Between 2007 and 2011, 651 people were killed in drunken driving crashes, which equated to an average of 130 deaths annually and during that time period 166,962 motorists were arrested for DWI.

In the state, there were about 81 DWI arrests per day with greater Minnesota accounting for half of all arrests. In 2011, 29,257 Minnesotans were arrested for DWI. Historically, about 85 percent of DWI arrests result in a conviction each year.

The majority, 73 percent, of all DWIs were male drivers.

It’s not all youthful indiscretion as drivers between 20-29 years of age accounted for 42 percent of DWI arrests. One in 15 of arrests were for people younger than 21.

A majority of violators, at 59 percent, were first-time offenders.

The average alcohol concentration among first-time offenders was 0.148, for repeat offenders the level was 0.166. The legal limit is .08.
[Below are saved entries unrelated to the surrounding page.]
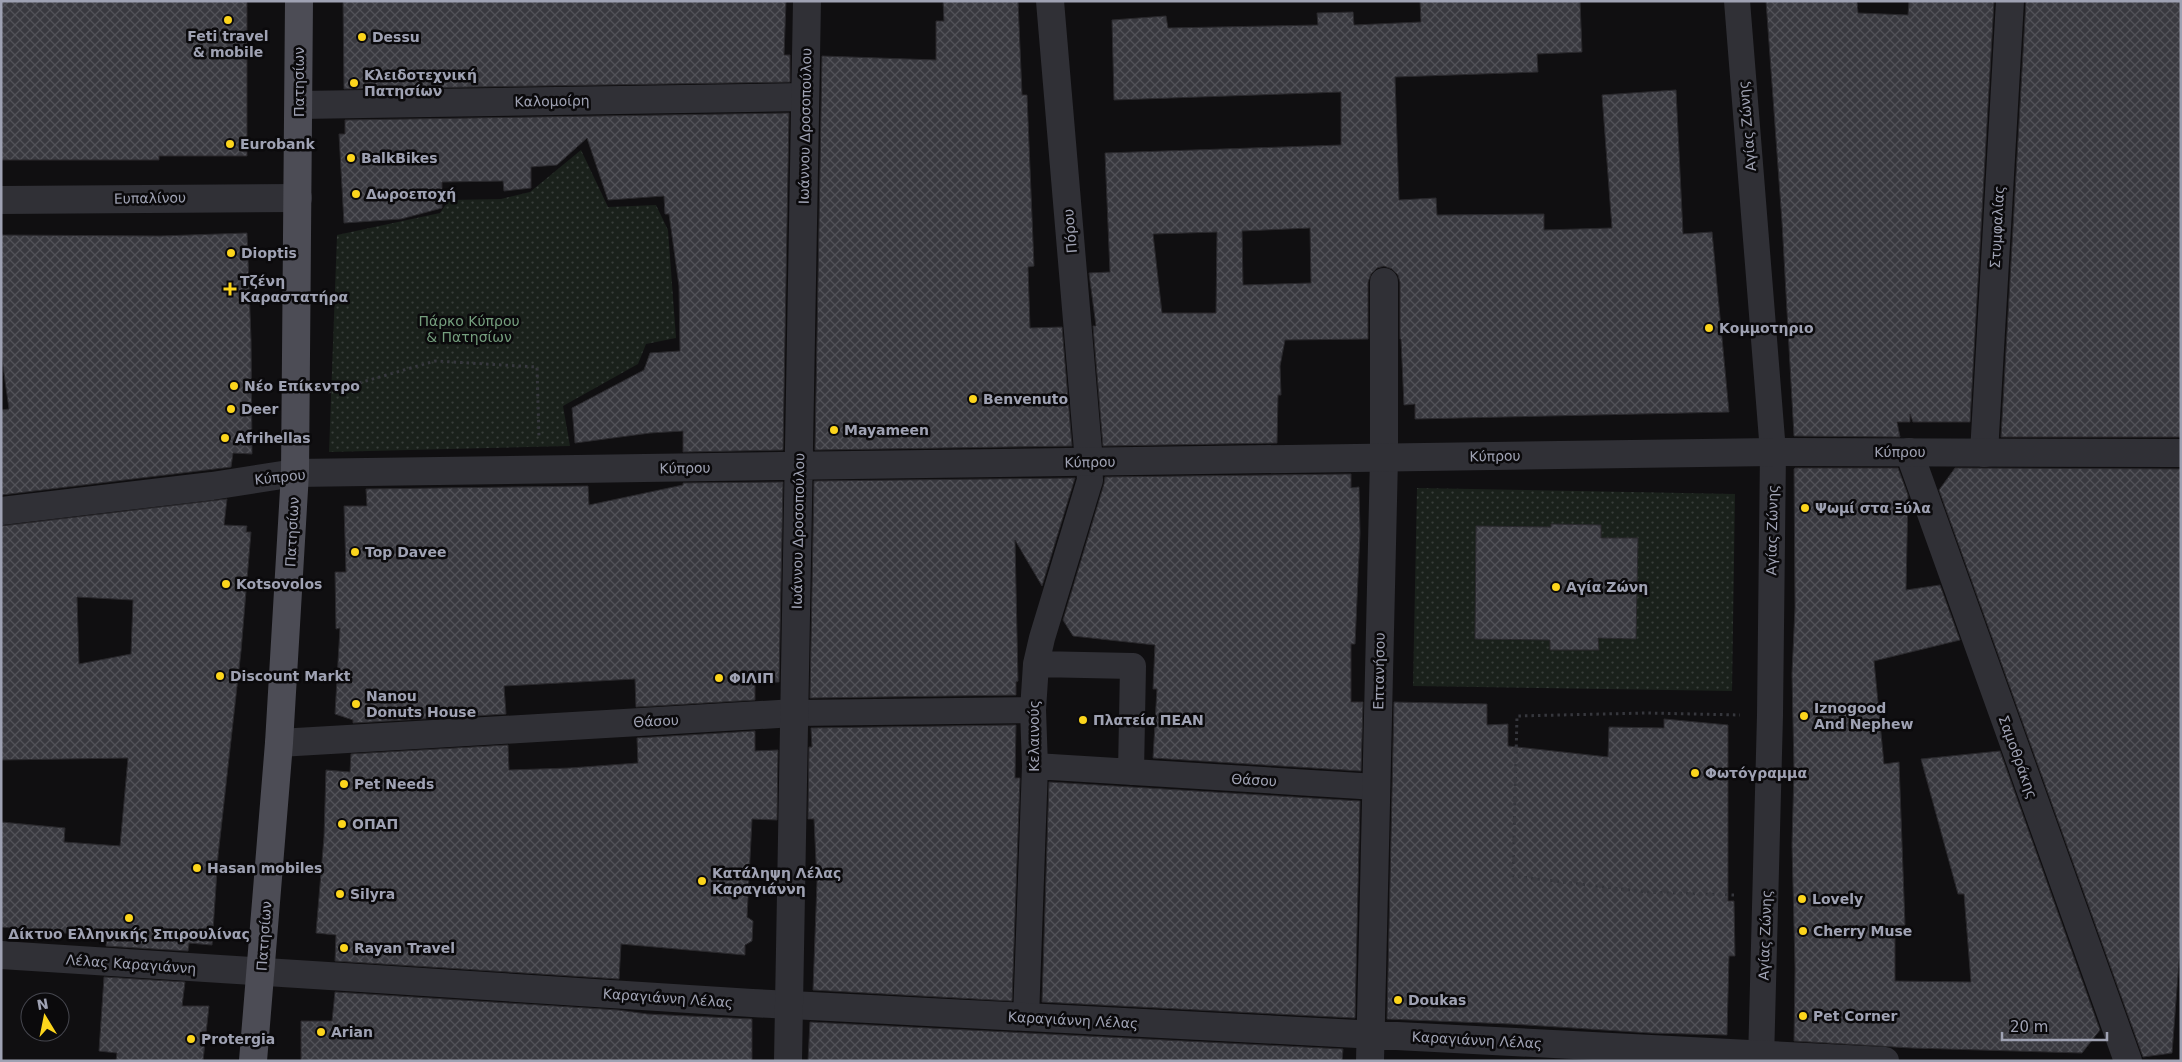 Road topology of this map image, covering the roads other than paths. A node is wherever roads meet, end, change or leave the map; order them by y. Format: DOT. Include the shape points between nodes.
graph roads {
  1 [pos="299,1"];
  2 [pos="807,1"];
  3 [pos="1050,1"];
  4 [pos="1737,1"];
  5 [pos="2010,1"];
  6 [pos="805,98"];
  7 [pos="299,105"];
  8 [pos="298,198"];
  9 [pos="1,200"];
  10 [pos="1384,282"];
  11 [pos="1773,452"];
  12 [pos="1909,452"];
  13 [pos="1984,453"];
  14 [pos="2181,453"];
  15 [pos="1384,458"];
  16 [pos="1089,462"];
  17 [pos="800,466"];
  18 [pos="295,473"];
  19 [pos="1,511"];
  20 [pos="1036,664"];
  21 [pos="1033,710"];
  22 [pos="795,713"];
  23 [pos="279,743"];
  24 [pos="1035,766"];
  25 [pos="1131,772"];
  26 [pos="1377,787"];
  27 [pos="1,955"];
  28 [pos="261,972"];
  29 [pos="789,1005"];
  30 [pos="1026,1018"];
  31 [pos="1371,1048"];
  32 [pos="1761,1058"];
  33 [pos="253,1061"];
  34 [pos="788,1061"];
  35 [pos="1885,1061"];
  36 [pos="2128,1061"];
  1 -- 7 [label="main road, Πατησίων"];
  2 -- 6 [label="street, Ιωάννου Δροσοπούλου"];
  3 -- 16 [label="street, Πόρου"];
  4 -- 11 [label="street, Αγίας Ζώνης"];
  5 -- 13 [label="street, Στυμφαλίας"];
  6 -- 7 [label="street, Καλομοίρη"];
  6 -- 17 [label="street, Ιωάννου Δροσοπούλου"];
  7 -- 8 [label="main road, Πατησίων"];
  8 -- 9 [label="street, Ευπαλίνου"];
  8 -- 18 [label="main road, Πατησίων"];
  10 -- 15 [label="street, Επτανήσου"];
  11 -- 12 [label="street, Κύπρου"];
  11 -- 15 [label="street, Κύπρου"];
  11 -- 32 [label="street, Αγίας Ζώνης" via="1767,896"];
  12 -- 13 [label="street, Κύπρου"];
  12 -- 36 [label="street, Σαμοθράκης"];
  13 -- 14 [label="street, Κύπρου"];
  15 -- 16 [label="street, Κύπρου"];
  15 -- 26 [label="street, Επτανήσου"];
  16 -- 17 [label="street, Κύπρου"];
  16 -- 20 [label="street, Κελαινούς" via="1090,480"];
  17 -- 18 [label="street, Κύπρου"];
  17 -- 22 [label="street, Ιωάννου Δροσοπούλου"];
  18 -- 19 [label="street, Κύπρου"];
  18 -- 23 [label="main road, Πατησίων"];
  20 -- 21 [label="street, Κελαινούς"];
  20 -- 25 [label="street" via="1132,666"];
  21 -- 22 [label="street, Θάσου"];
  21 -- 24 [label="street, Κελαινούς"];
  22 -- 23 [label="street, Θάσου"];
  22 -- 29 [label="street, Ιωάννου Δροσοπούλου"];
  23 -- 28 [label="main road, Πατησίων"];
  24 -- 25 [label="street, Θάσου"];
  24 -- 30 [label="street, Κελαινούς"];
  25 -- 26 [label="street, Θάσου"];
  26 -- 31 [label="street, Επτανήσου"];
  27 -- 28 [label="street, Λέλας Καραγιάννη"];
  28 -- 29 [label="street, Καραγιάννη Λέλας"];
  28 -- 33 [label="main road, Πατησίων"];
  29 -- 30 [label="street, Καραγιάννη Λέλας"];
  29 -- 34 [label="street, Ιωάννου Δροσοπούλου"];
  30 -- 31 [label="street, Καραγιάννη Λέλας"];
  31 -- 32 [label="street, Καραγιάννη Λέλας"];
  32 -- 35 [label="street, Καραγιάννη Λέλας"];
} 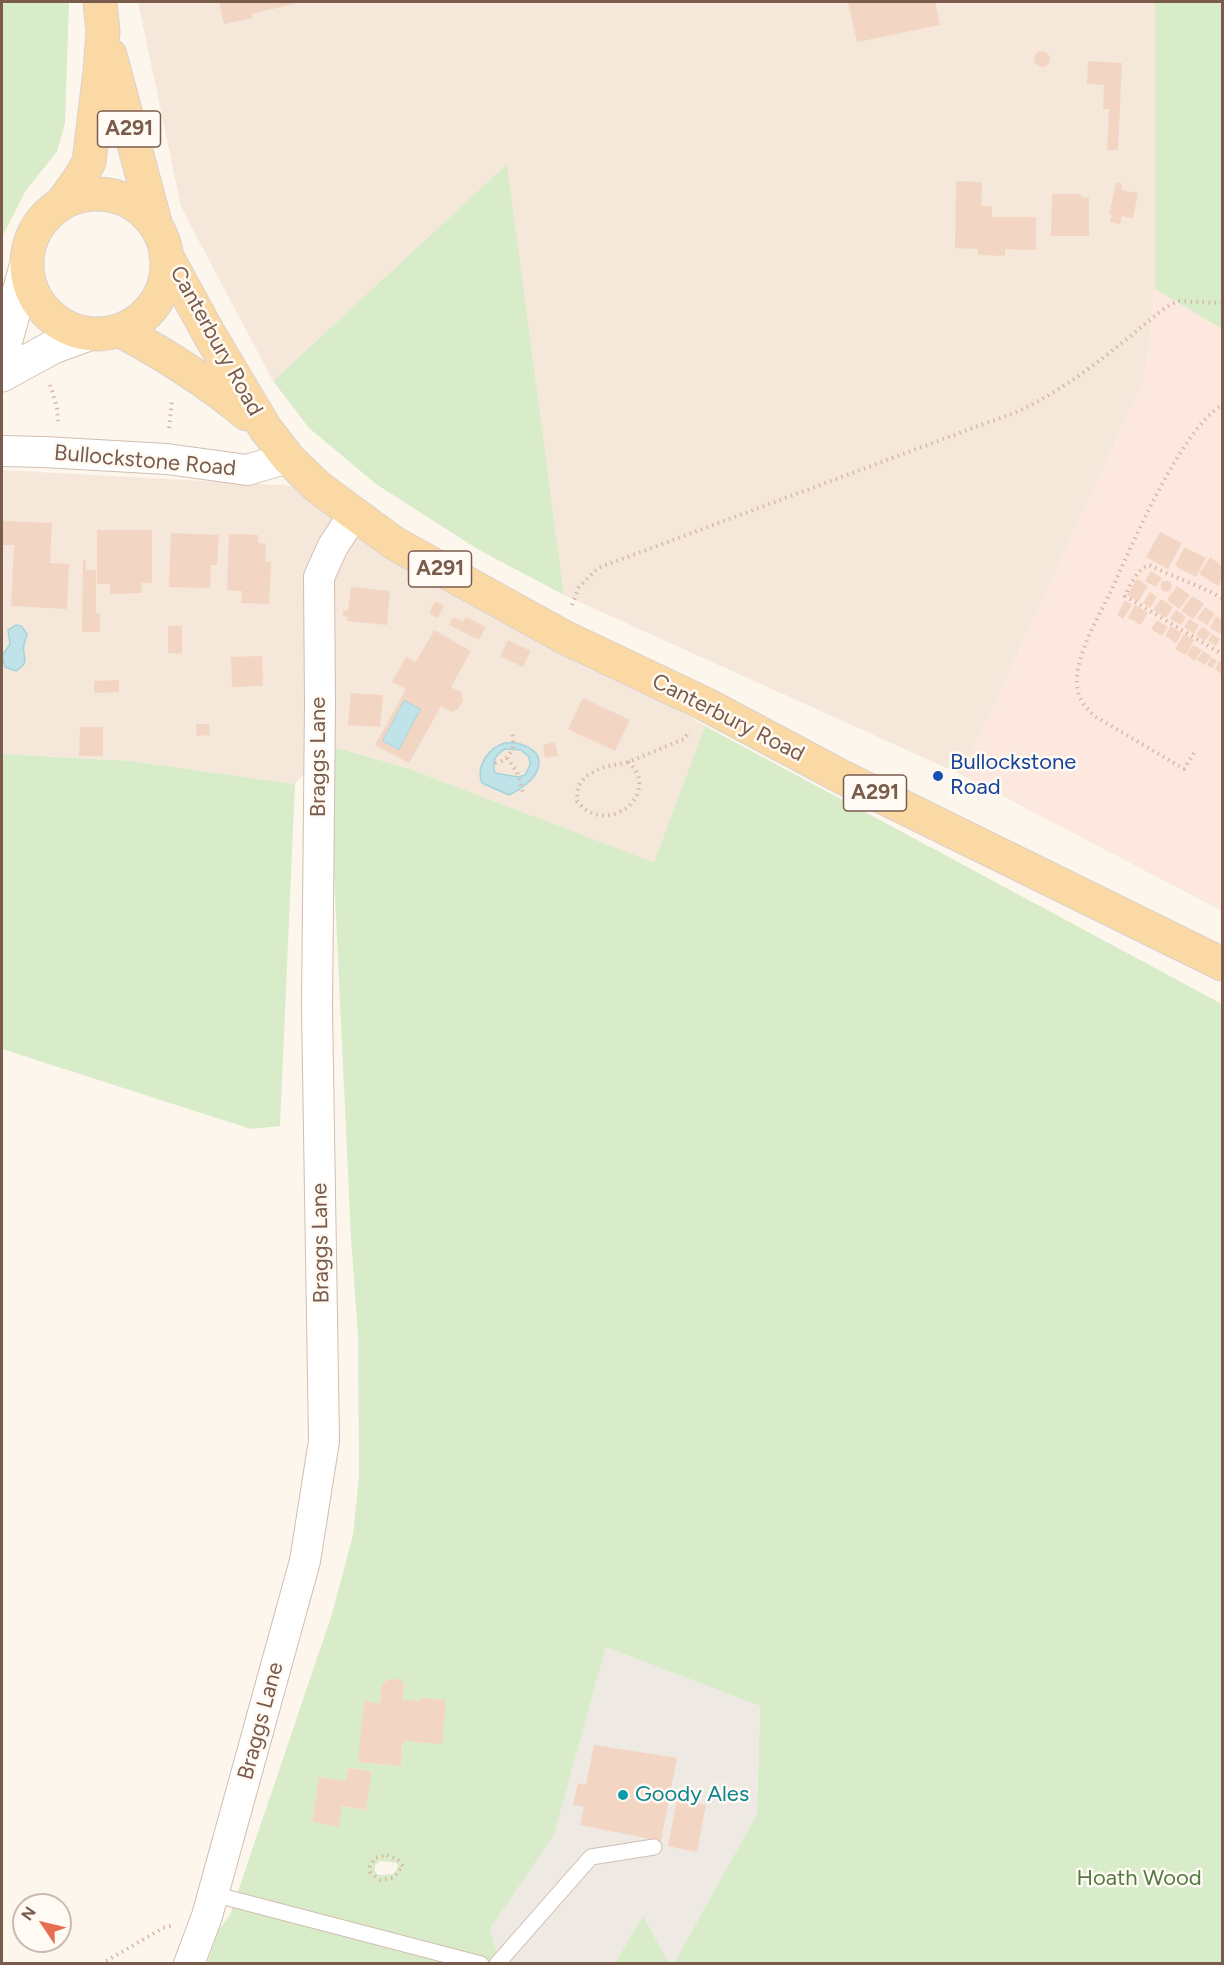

The top five counties for the highest DWI conviction rates were Red Lake, Lyon, Wilkin, Hubbard and Polk.

In Minnesota counties last year, there were 796 severe injuries in vehicle crashes, 120 unbelted vehicle occupant fatalities and 231 unbelted occupants suffered severe injuries. The total estimated economic impact of the deaths and severe injuries was $437,193,200.

Drunk driving is seeing a reduction, with a 40% drop as compared to 10 years ago. Unfortunately, there are still too many deaths and injuries that are tied to the driving. These kinds of statistics are good reminders that more needs to be done.

The numbers suggest improvement and that law enforcement and maybe the legislature could go even further. It may require another look at the joint and several laws. When the law was revised, bars were granted reduced liability when they serve a drunk and the drunk causes a tragedy. Let's see if even more can be done to make things safer.